Upload bridge_orig LoRA adapter (r=32, 195k steps)

0ae8315 verified 26 days ago

3.58 kB

	---
	base_model: openvla/openvla-7b
	library_name: peft
	license: mit
	tags:
	- openvla
	- vla
	- robotics
	- lora
	- bridgedata-v2
	datasets:
	- bridge_orig
	---

	# OpenVLA-7B + BridgeData V2 LoRA adapter

	LoRA adapter (rank 32) fine-tuned on top of [`openvla/openvla-7b`](https://huggingface.co/openvla/openvla-7b)
	on the BridgeData V2 dataset (`bridge_orig` from the official Bridge V2 project website),
	following the standard LoRA fine-tune recipe in the [OpenVLA repo](https://github.com/openvla/openvla).

	## Files

	- `adapter_model.safetensors` — LoRA weights (~463 MB)
	- `adapter_config.json` — PEFT config (`r=32`, `alpha=16`, `dropout=0.0`)
	- `dataset_statistics.json` — bridge_orig action normalization stats (needed by `predict_action(unnorm_key="bridge_orig")`)

	## Training setup

	\| \| \|
	\|---\|---\|
	\| Base model \| `openvla/openvla-7b` \|
	\| Dataset \| `bridge_orig` (BridgeData V2, project-website version) \|
	\| LoRA rank \| 32 \|
	\| LoRA alpha \| 16 \|
	\| LoRA dropout \| 0.0 \|
	\| Target modules \| all q/k/v/o + MLP projections + lm_head (PEFT auto-mapping) \|
	\| Batch size \| 16 per GPU \|
	\| Grad accumulation \| 1 \|
	\| Effective batch \| 16 × 8 GPUs = 128 \|
	\| Learning rate \| 5e-4 \|
	\| Image augmentation \| enabled (random resized crop, scale ≈ 0.9) \|
	\| Hardware \| 8× NVIDIA A100-SXM4-80GB \|
	\| Steps \| 195,000 gradient steps (≈ 2.5 × 10⁷ transitions) \|
	\| Precision \| bf16, FlashAttention-2 \|

	Training command (script: `vla-scripts/finetune.py`):

	```bash
	torchrun --standalone --nnodes 1 --nproc-per-node 8 vla-scripts/finetune.py \
	--vla_path openvla/openvla-7b \
	--data_root_dir <path-to-rlds-data> \
	--dataset_name bridge_orig \
	--run_root_dir runs --adapter_tmp_dir adapter-tmp \
	--lora_rank 32 --batch_size 16 --grad_accumulation_steps 1 \
	--learning_rate 5e-4 --image_aug True \
	--save_steps 5000 --max_steps 200000
	```

	## Quick offline evaluation

	On 98 frames sampled from the bridge_orig val split (3 episodes, open-loop teacher-forcing — no simulator), per-dimension MAE was:

	\| dim \| dx \| dy \| dz \| dRoll \| dPitch \| dYaw \| gripper \|
	\|---\|---\|---\|---\|---\|---\|---\|---\|
	\| MAE \| 0.004 \| 0.007 \| 0.007 \| 0.033 \| 0.041 \| 0.040 \| 0.053 \|

	For context, bridge_orig action `q99` magnitudes are roughly `~3e-2` for translation, `~0.1–0.2` for rotation, and `{0,1}` for gripper.
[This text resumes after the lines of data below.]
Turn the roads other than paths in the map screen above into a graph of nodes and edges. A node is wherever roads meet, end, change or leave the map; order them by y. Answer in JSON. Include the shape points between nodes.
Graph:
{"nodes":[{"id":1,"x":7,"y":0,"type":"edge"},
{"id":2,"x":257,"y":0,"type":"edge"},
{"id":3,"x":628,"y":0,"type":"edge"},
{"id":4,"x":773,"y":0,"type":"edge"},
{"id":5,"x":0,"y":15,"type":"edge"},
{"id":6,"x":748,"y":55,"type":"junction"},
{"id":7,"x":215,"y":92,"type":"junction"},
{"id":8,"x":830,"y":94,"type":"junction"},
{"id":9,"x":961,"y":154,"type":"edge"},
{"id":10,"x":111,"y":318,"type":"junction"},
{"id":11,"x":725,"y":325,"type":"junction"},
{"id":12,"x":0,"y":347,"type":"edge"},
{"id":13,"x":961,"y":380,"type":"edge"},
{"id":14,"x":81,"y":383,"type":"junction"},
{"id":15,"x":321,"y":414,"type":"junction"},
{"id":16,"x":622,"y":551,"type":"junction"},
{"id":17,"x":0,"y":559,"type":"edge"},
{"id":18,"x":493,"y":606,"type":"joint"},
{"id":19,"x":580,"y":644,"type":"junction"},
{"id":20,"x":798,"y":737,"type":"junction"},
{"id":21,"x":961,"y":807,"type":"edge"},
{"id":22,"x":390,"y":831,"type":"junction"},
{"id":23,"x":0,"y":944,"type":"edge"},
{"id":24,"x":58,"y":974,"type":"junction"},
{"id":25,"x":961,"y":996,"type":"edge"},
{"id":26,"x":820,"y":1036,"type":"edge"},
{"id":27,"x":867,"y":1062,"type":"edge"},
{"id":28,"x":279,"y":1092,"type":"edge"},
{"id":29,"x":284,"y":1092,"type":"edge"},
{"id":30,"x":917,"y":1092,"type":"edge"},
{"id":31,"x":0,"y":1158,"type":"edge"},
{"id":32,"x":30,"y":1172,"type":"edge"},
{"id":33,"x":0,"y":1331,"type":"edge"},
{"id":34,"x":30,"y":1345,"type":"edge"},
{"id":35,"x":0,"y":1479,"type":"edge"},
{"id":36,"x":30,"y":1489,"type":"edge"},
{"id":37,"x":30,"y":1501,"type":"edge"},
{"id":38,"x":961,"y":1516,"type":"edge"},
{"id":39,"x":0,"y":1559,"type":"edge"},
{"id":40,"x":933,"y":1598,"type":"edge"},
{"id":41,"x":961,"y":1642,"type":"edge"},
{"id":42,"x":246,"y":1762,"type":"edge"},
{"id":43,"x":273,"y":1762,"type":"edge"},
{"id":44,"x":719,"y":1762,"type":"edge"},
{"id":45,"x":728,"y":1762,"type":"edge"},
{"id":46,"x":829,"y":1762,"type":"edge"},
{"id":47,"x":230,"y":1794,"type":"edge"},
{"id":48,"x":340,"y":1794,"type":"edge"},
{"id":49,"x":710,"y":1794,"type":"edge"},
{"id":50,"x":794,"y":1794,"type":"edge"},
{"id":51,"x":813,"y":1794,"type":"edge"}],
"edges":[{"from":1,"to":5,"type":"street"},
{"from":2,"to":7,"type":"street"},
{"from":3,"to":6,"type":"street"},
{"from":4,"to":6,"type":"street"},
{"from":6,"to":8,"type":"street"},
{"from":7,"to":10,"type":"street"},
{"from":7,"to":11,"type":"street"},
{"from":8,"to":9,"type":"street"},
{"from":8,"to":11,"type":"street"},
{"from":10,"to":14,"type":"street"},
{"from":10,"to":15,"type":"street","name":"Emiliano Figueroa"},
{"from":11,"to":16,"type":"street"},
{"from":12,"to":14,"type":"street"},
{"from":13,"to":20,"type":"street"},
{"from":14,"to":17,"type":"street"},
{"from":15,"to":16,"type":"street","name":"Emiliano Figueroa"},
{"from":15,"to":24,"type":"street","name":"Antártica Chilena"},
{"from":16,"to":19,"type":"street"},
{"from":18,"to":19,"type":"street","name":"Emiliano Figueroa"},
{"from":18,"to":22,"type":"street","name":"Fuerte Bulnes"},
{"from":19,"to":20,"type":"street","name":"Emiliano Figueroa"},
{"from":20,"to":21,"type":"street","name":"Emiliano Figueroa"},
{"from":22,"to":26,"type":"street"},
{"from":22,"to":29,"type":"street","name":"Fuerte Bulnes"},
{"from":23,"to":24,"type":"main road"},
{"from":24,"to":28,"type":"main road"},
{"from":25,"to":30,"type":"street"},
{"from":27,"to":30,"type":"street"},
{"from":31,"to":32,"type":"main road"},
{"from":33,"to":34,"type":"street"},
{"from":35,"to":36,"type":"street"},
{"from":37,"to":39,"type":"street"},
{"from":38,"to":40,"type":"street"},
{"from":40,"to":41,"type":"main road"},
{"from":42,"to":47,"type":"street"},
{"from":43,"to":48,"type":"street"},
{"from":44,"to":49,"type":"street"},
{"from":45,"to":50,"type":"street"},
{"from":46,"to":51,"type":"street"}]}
This is single-step open-loop accuracy, not closed-loop task success.

	## Usage

	```python
	import torch
	from transformers import AutoModelForVision2Seq, AutoProcessor
	from peft import PeftModel

	processor = AutoProcessor.from_pretrained("openvla/openvla-7b", trust_remote_code=True)
	base = AutoModelForVision2Seq.from_pretrained(
	"openvla/openvla-7b",
	torch_dtype=torch.bfloat16,
	attn_implementation="flash_attention_2",
	trust_remote_code=True,
	).to("cuda")
	vla = PeftModel.from_pretrained(base, "RalphFH/openvla-7b")

	# Load action normalization statistics for predict_action
	import json, huggingface_hub
	stats_path = huggingface_hub.hf_hub_download("RalphFH/openvla-7b", "dataset_statistics.json")
	vla.norm_stats = json.load(open(stats_path))

	from PIL import Image
	img = Image.open("some_observation.png").convert("RGB")
	inputs = processor("In: What action should the robot take to pick up the carrot?\nOut:", img).to("cuda", dtype=torch.bfloat16)
	action = vla.predict_action(**inputs, unnorm_key="bridge_orig", do_sample=False)
	print(action) # 7-D: [dx, dy, dz, dRoll, dPitch, dYaw, gripper]
	```

	If you prefer not to merge LoRA at inference, you can also call `vla.merge_and_unload()` first.

	## License

	MIT (matches OpenVLA upstream).